After touring her simple wooden house, we went to a separate small makeshift structure that was the kitchen.

“This is what my house looked like before. Just like this.”

She pointed to the walls of the room made from a hodgepodge of thick wooden poles and thin boards planted in the ground and held together by rope.

She invited me to sit at the rustic wooden table in the dirt-floor room while she built a fire on the top of an adjacent raised earthen platform.

The flame ignited, and she proceeded to pat soft corn flour into perfectly round tortillas which she placed on the hot, round-shaped, metal grill called a comal.

Then in a beat-up frying pan, she whipped eggs with oil and salt and cooked them over the fire.

The smell of the eggs stirred hunger, not just in me but also, I think, in precocious Yoel sitting beside me chattering away unafraid.

Josena proudly placed a white china bowl decorated with red flowers in front of me, a bowl filled with steaming eggs.

“Eat,” she said, smiling.

She then placed another china bowl with scrambled eggs and tortillas in front of Yoel and returned to the stove to prepare more eggs.

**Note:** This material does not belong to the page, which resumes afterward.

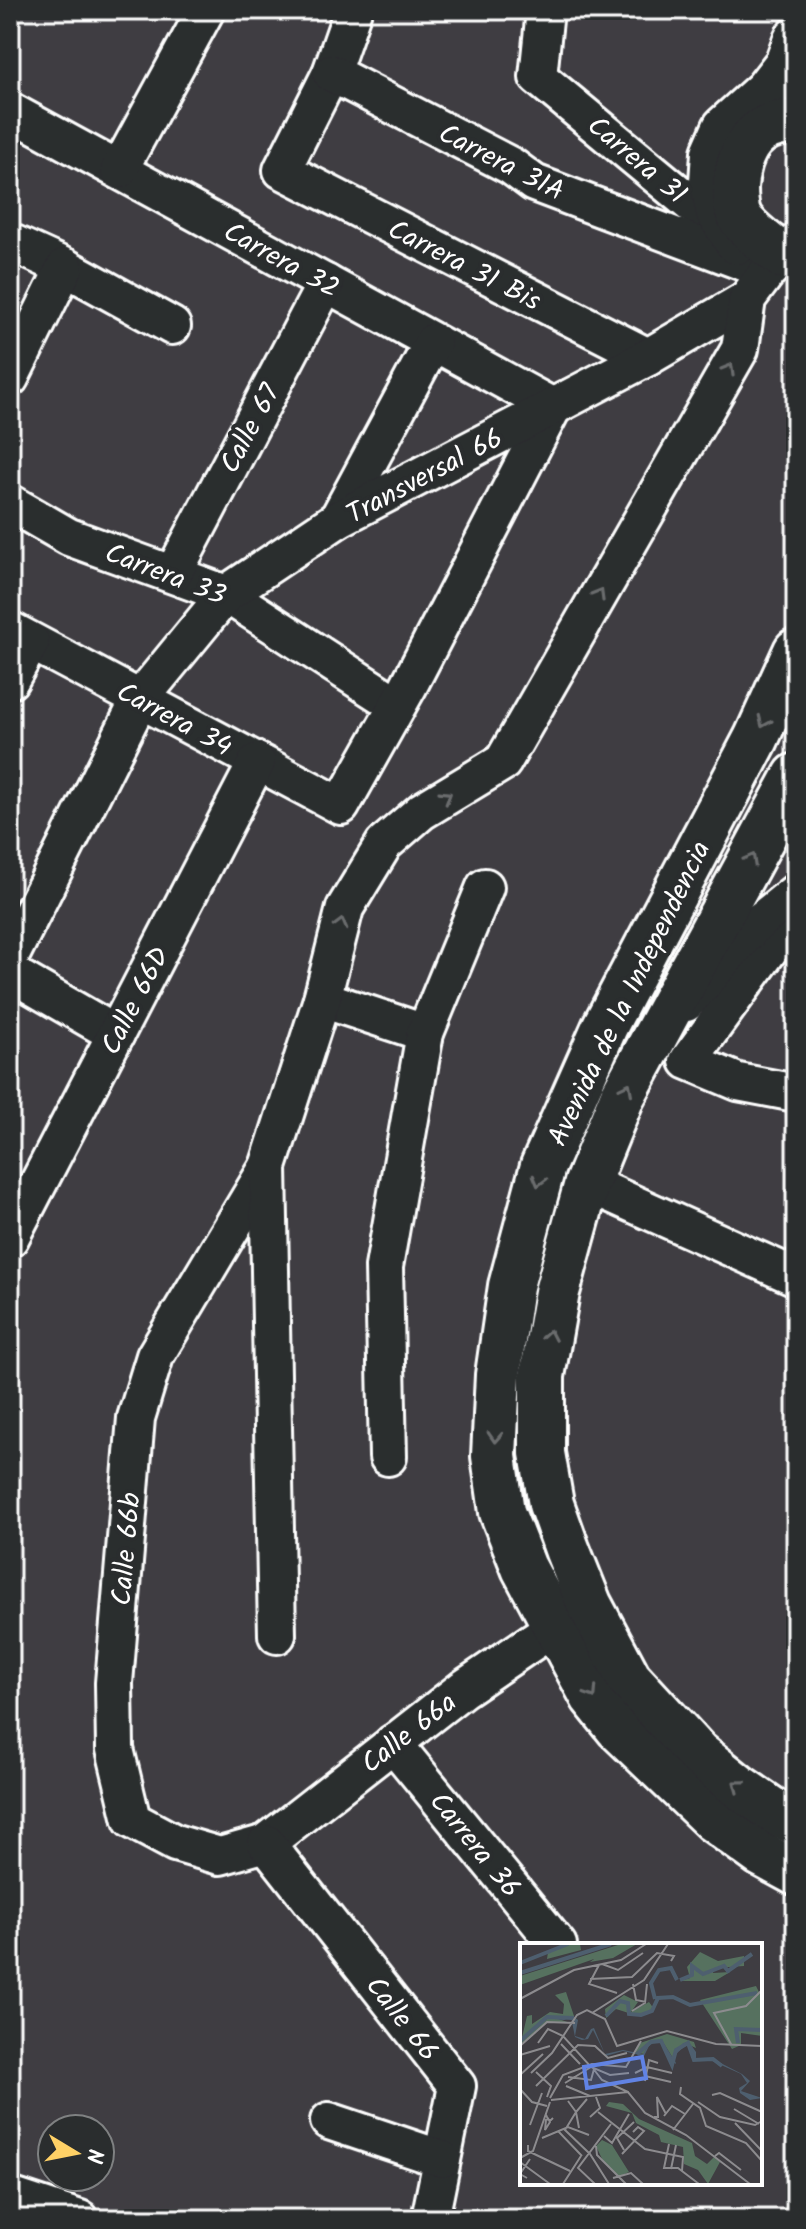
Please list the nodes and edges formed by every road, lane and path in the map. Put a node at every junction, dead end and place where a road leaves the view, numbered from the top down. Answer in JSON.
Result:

Then for reasons I didn’t understand, the small boy whined and pounded his fists on the table in a tantrum. My fork held in midair, I watched the drama.

Josena walked over to him, leaned across the opposite side of the table, made eye contact and said, “What’s the matter, son?”

He continued to complain, shook his head “No!” and mumbled something I didn’t understand.

“The eggs are there. You don’t need to whine,” Josena reasoned. She raised her head, looked at me and said, “He’s angry because the bowl isn’t full. He wants more eggs.”

The child refused to eat until his bowl was full. To keep the peace, Josena complied and filled Yoel’s bowl.

“It is hard when there isn’t enough food. He doesn’t understand that when there is a small amount of food, we have to ration portions. My older son understands and accepts this without complaint. Yoel doesn’t understand, so it is very hard when there isn’t enough for everyone.”

I watched this interesting child take a tortilla and break it into small pieces and lay each piece systematically along-side his china bowl.

Then he took portions of egg and placed one on top of each tortilla piece. With a smile, he took each piece one by one and stuffed it into his mouth—savoring, chewing every bite. He was full.

Yoel’s demand for a full bowl of food meant that someone in the family would go with less, and I can tell you, on that day, it wasn’t me.

Yoel wasn’t content with less. Am I?

In the reality of this pandemic, we were faced with having less. For me, I could go without toilet paper (my Guatemalan brothers and sisters use pages from newspapers or leaves), but I ached for Mass and the Eucharist, and the personal, direct interaction with family and friends.

St. Paul said in his letter to the Philippians that he had learned the secret—to be content in whatever circumstances he was faced with. He learned this, and God gave him the strength to do it.

There is much to learn here. Words like solidarity, contemplation, gratitude, and trust come now as invitations for deeper integration in my life.

Perhaps, less is more. And the One who allows also promises to give the strength to go through it. The bowl might not be full, but it is enough.

Kathy, a former working guest at Madonna House, has been serving for many years as a lay missionary in the Ixcan Jungle in Guatemala.